To better understand where we currently find ourselves with Dodd Frank it’s worth a brief visit through history of the financial markets and the different regulations that have been enacted.  Absent a Dodd-Frank Act and immediately following the 1929 stock market crash, to avoid a casino-like environment, boost market integrity and protect investors, the U.S. federal government enacted rules for compliance and mitigating risk through  a slew of then-new legislation such as the Glass Steagall Banking Act of 1933, which held that commercial banks were no longer allowed to underwrite or deal in securities, while investment banks were no longer allowed to have close connections to commercial banks. Further, the Securities Act ensured issuers selling securities to the general public disclosed material information to investors and that securities transactions are not based on fraudulent information or practices, while the Securities Exchange Act of 1934 directly regulated the markets on which securities are sold and their participants.  Lastly, the Investment Company Act of 1940 outlined investment company functions, structure, accounting recordkeeping, auditing requirements, transactions among affiliated persons and the redemption and repurchase of securities.

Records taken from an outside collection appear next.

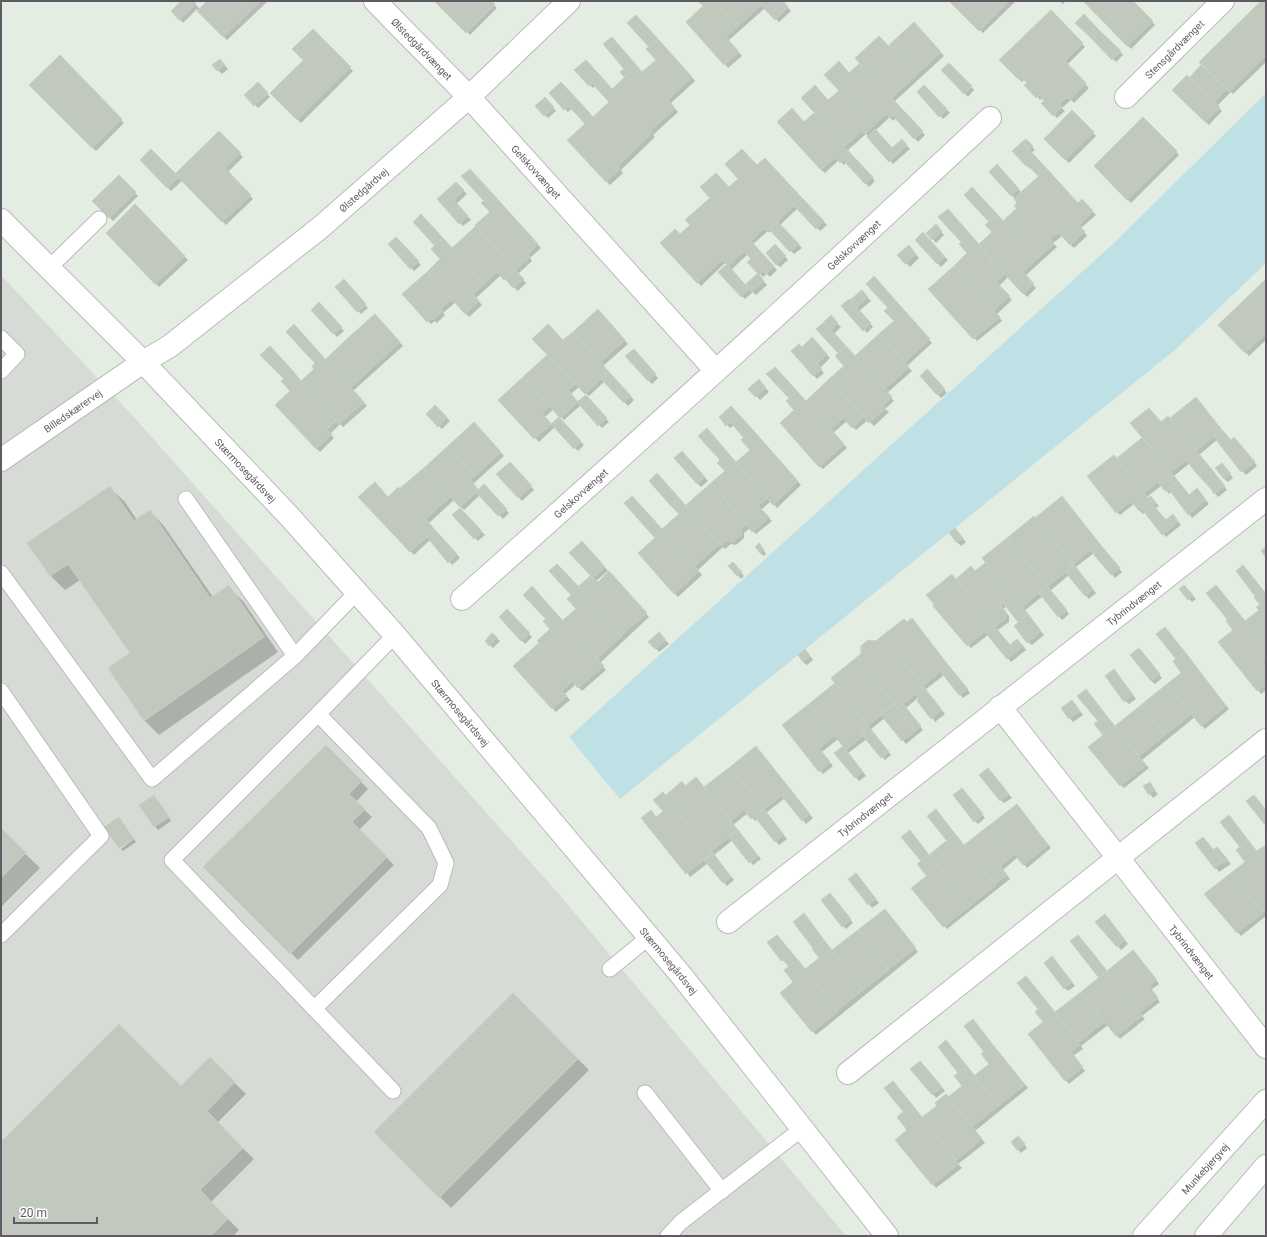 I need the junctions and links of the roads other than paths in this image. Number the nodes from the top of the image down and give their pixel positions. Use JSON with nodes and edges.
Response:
{"nodes":[{"id":1,"x":375,"y":1,"type":"edge"},
{"id":2,"x":570,"y":1,"type":"edge"},
{"id":3,"x":1223,"y":1,"type":"edge"},
{"id":4,"x":469,"y":97,"type":"junction"},
{"id":5,"x":1126,"y":97,"type":"dead end"},
{"id":6,"x":990,"y":118,"type":"dead end"},
{"id":7,"x":99,"y":219,"type":"dead end"},
{"id":8,"x":1,"y":220,"type":"edge"},
{"id":9,"x":49,"y":268,"type":"junction"},
{"id":10,"x":1,"y":338,"type":"edge"},
{"id":11,"x":143,"y":362,"type":"junction"},
{"id":12,"x":1,"y":371,"type":"edge"},
{"id":13,"x":716,"y":371,"type":"junction"},
{"id":14,"x":2,"y":457,"type":"edge"},
{"id":15,"x":186,"y":499,"type":"dead end"},
{"id":16,"x":1266,"y":499,"type":"edge"},
{"id":17,"x":1,"y":573,"type":"edge"},
{"id":18,"x":357,"y":592,"type":"junction"},
{"id":19,"x":462,"y":599,"type":"dead end"},
{"id":20,"x":395,"y":635,"type":"junction"},
{"id":21,"x":295,"y":656,"type":"junction"},
{"id":22,"x":1,"y":691,"type":"edge"},
{"id":23,"x":1000,"y":707,"type":"junction"},
{"id":24,"x":318,"y":714,"type":"junction"},
{"id":25,"x":1266,"y":740,"type":"edge"},
{"id":26,"x":1118,"y":858,"type":"junction"},
{"id":27,"x":728,"y":922,"type":"dead end"},
{"id":28,"x":1,"y":934,"type":"edge"},
{"id":29,"x":649,"y":937,"type":"junction"},
{"id":30,"x":610,"y":969,"type":"dead end"},
{"id":31,"x":315,"y":1008,"type":"junction"},
{"id":32,"x":1266,"y":1047,"type":"edge"},
{"id":33,"x":848,"y":1073,"type":"dead end"},
{"id":34,"x":393,"y":1091,"type":"dead end"},
{"id":35,"x":645,"y":1093,"type":"dead end"},
{"id":36,"x":1266,"y":1101,"type":"edge"},
{"id":37,"x":803,"y":1128,"type":"junction"},
{"id":38,"x":1266,"y":1166,"type":"edge"},
{"id":39,"x":722,"y":1191,"type":"junction"},
{"id":40,"x":668,"y":1236,"type":"edge"},
{"id":41,"x":887,"y":1236,"type":"edge"},
{"id":42,"x":1144,"y":1236,"type":"edge"},
{"id":43,"x":1206,"y":1236,"type":"edge"}],
"edges":[{"from":1,"to":4,"type":"street","name":"Ølstedgårdvænget"},
{"from":2,"to":4,"type":"street","name":"Ølstedgårdvej"},
{"from":3,"to":5,"type":"street","name":"Stensgårdvænget"},
{"from":4,"to":11,"type":"street","name":"Ølstedgårdvej"},
{"from":4,"to":13,"type":"street","name":"Gelskovvænget"},
{"from":6,"to":13,"type":"street","name":"Gelskovvænget"},
{"from":7,"to":9,"type":"lane"},
{"from":8,"to":9,"type":"street","name":"Stærmosegårdsvej"},
{"from":9,"to":11,"type":"street","name":"Stærmosegårdsvej"},
{"from":10,"to":12,"type":"lane"},
{"from":11,"to":14,"type":"street","name":"Billedskærervej"},
{"from":11,"to":18,"type":"street","name":"Stærmosegårdsvej"},
{"from":13,"to":19,"type":"street","name":"Gelskovvænget"},
{"from":15,"to":21,"type":"lane"},
{"from":16,"to":23,"type":"street","name":"Tybrindvænget"},
{"from":17,"to":21,"type":"lane"},
{"from":18,"to":20,"type":"street","name":"Stærmosegårdsvej"},
{"from":18,"to":21,"type":"lane"},
{"from":20,"to":24,"type":"lane"},
{"from":20,"to":29,"type":"street","name":"Stærmosegårdsvej"},
{"from":22,"to":28,"type":"lane"},
{"from":23,"to":26,"type":"street","name":"Tybrindvænget"},
{"from":23,"to":27,"type":"street","name":"Tybrindvænget"},
{"from":24,"to":31,"type":"lane"},
{"from":24,"to":31,"type":"lane"},
{"from":25,"to":26,"type":"street"},
{"from":26,"to":32,"type":"street","name":"Tybrindvænget"},
{"from":26,"to":33,"type":"street"},
{"from":29,"to":30,"type":"lane"},
{"from":29,"to":37,"type":"street","name":"Stærmosegårdsvej"},
{"from":31,"to":34,"type":"lane"},
{"from":35,"to":39,"type":"lane"},
{"from":36,"to":42,"type":"street","name":"Munkebjergvej"},
{"from":37,"to":39,"type":"lane"},
{"from":37,"to":41,"type":"street","name":"Stærmosegårdsvej"},
{"from":38,"to":43,"type":"street"},
{"from":39,"to":40,"type":"lane"}]} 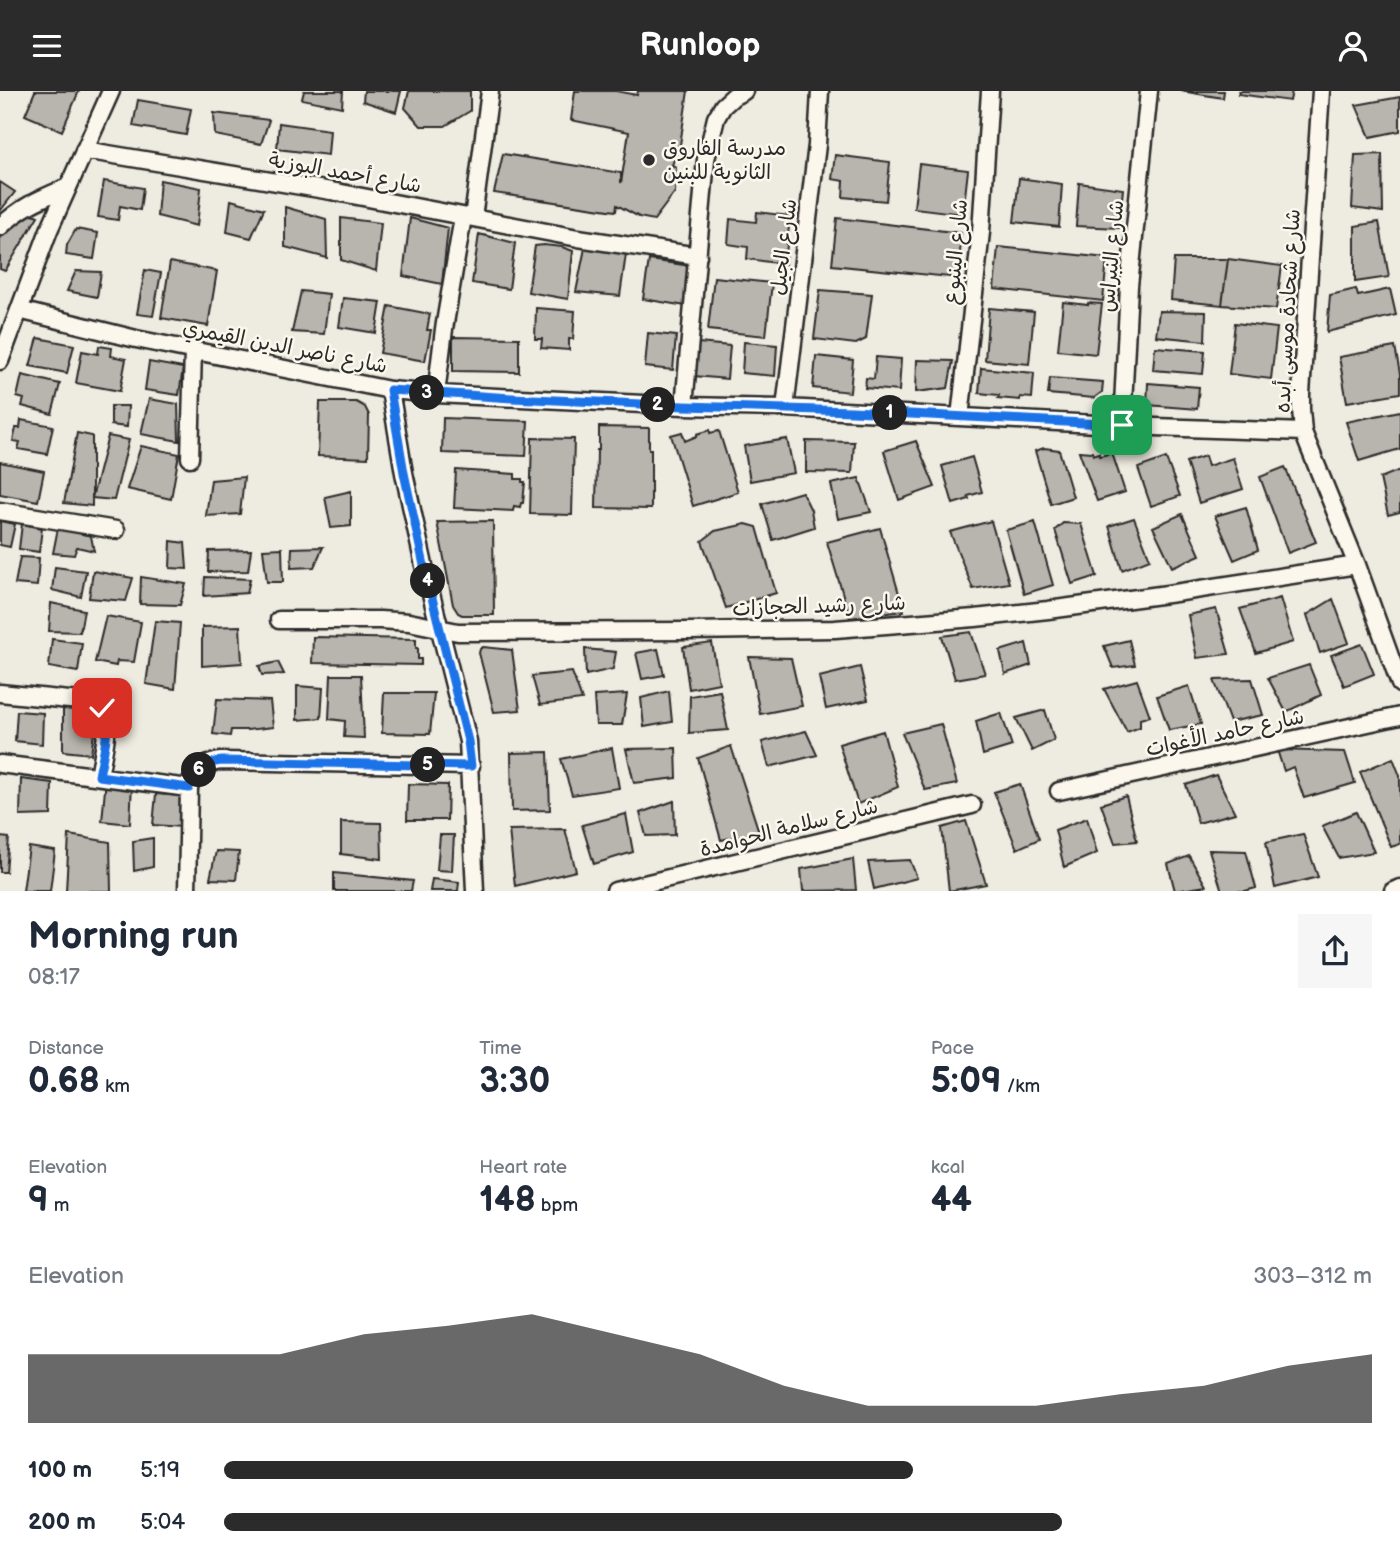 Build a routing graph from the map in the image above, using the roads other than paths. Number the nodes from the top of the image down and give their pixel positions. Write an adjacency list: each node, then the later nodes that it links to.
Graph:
1 (111, 91): 8 (street)
2 (490, 91): 10 (street)
3 (744, 91): 12 (street)
4 (820, 91): 19 (street, شارع الجيل)
5 (990, 91): 20 (street, شارع الينبوع)
6 (1149, 91): 21 (street, شارع النبراس)
7 (1321, 91): 22 (street, شارع شحادة موسى أبده)
8 (84, 149): 9 (street); 10 (street, شارع أحمد البوزية)
9 (68, 187): 11 (street); 13 (street)
10 (468, 217): 12 (street, شارع أحمد البوزية); 17 (street)
11 (0, 227)
12 (698, 256): 18 (street)
13 (19, 310): 14 (street, شارع ناصر الدين القيمري); 15 (street)
14 (193, 350): 16 (street, شارع ناصر الدين القيمري); 23 (street)
15 (0, 361)
16 (390, 390): 17 (street, شارع ناصر الدين القيمري); 28 (street)
17 (436, 394): 18 (street, شارع ناصر الدين القيمري)
18 (684, 406): 19 (street, شارع ناصر الدين القيمري)
19 (785, 408): 20 (street, شارع ناصر الدين القيمري)
20 (960, 417): 21 (street, شارع ناصر الدين القيمري)
21 (1122, 425): 22 (street, شارع ناصر الدين القيمري)
22 (1303, 432): 26 (street, شارع شحادة موسى أبده)
23 (190, 458)
24 (0, 512): 25 (street)
25 (116, 530)
26 (1357, 565): 28 (street, شارع رشيد الحجازات); 29 (street, شارع شحادة موسى أبده)
27 (279, 620): 28 (street, شارع رشيد الحجازات)
28 (439, 629): 34 (street)
29 (1397, 666): 30 (street, شارع شحادة موسى أبده)
30 (1400, 684)
31 (0, 692): 35 (street)
32 (1400, 716): 37 (street, شارع حامد الأغوات)
33 (0, 764): 35 (street)
34 (471, 766): 36 (street); 41 (street)
35 (99, 776): 36 (street)
36 (189, 788): 40 (street)
37 (1059, 791)
38 (972, 805): 42 (street, شارع سلامة الحوامدة)
39 (1400, 888): 43 (street)
40 (187, 891)
41 (475, 891)
42 (615, 891)
43 (1393, 891)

Fast-forward to 2010, the Dodd-Frank Act comprehensively reformed the regulation of swaps, which invariably helped accelerate the development of electronic trading within U.S. jurisdictions as we know it today.  As such, while the pace of regulatory progress has differed from asset class to asset class, a universally applicable consequence of this new market structure is an increased reliance on data and technology.1  For its part, the U.S. is shifting to shortened settlement cycles — as with the move this fall to trade plus two business days – and real-time surveillance, all of which further mitigate operational and system risk.  Organizations such as the Financial Industry Regulatory Authority (FINRA), National Futures Association (NFA) and the Commodity Futures Trading Commission continue to empower the financial markets to self-regulate and penalize member firms when they violate agreed-upon industry rules and regulations.  In yet another tightening of regulatory oversight, the CFTC moved surveillance functions such as monitoring for suspicious trading patterns that may indicate fraud or manipulation to the Division of Enforcement, while surveillance of trading activity for significant market developments and other information will remain with the Division of Market Oversight under a newly created market intelligence branch.2

Though regulation repeal is being bandied about within the highest levels of government, with regulators like the CFTC increasing its focus on market development and data analytics, financial firms in the U.S. and abroad know they must continue to enforce the long-standing regulations already in place.  What’s more, regulators outside the U.S. influence how financial firms are doing business globally. That’s one reason why evolving political climates and the prospect of a Dodd-Frank diminishment are not necessarily deterring compliance decisions for 85 percent of C-level financial firm executives, according to recent studies. To illustrate, U.S. firms that fail to keep up with global requirements for record-keeping under the European Union’s forthcoming MiFID II regulation, for example, would be at a disadvantage if called to defend themselves without the proper supporting data, and risk potentially incurring millions of dollars in fines and irreversible damage to their reputation.  Given this environment, it’s not surprising that financial firm leaders are most concerned about compliance culture and professional conduct concerns (89 percent), understanding rules and regulations (87.3 percent), and implementing new regulations (86.4 percent).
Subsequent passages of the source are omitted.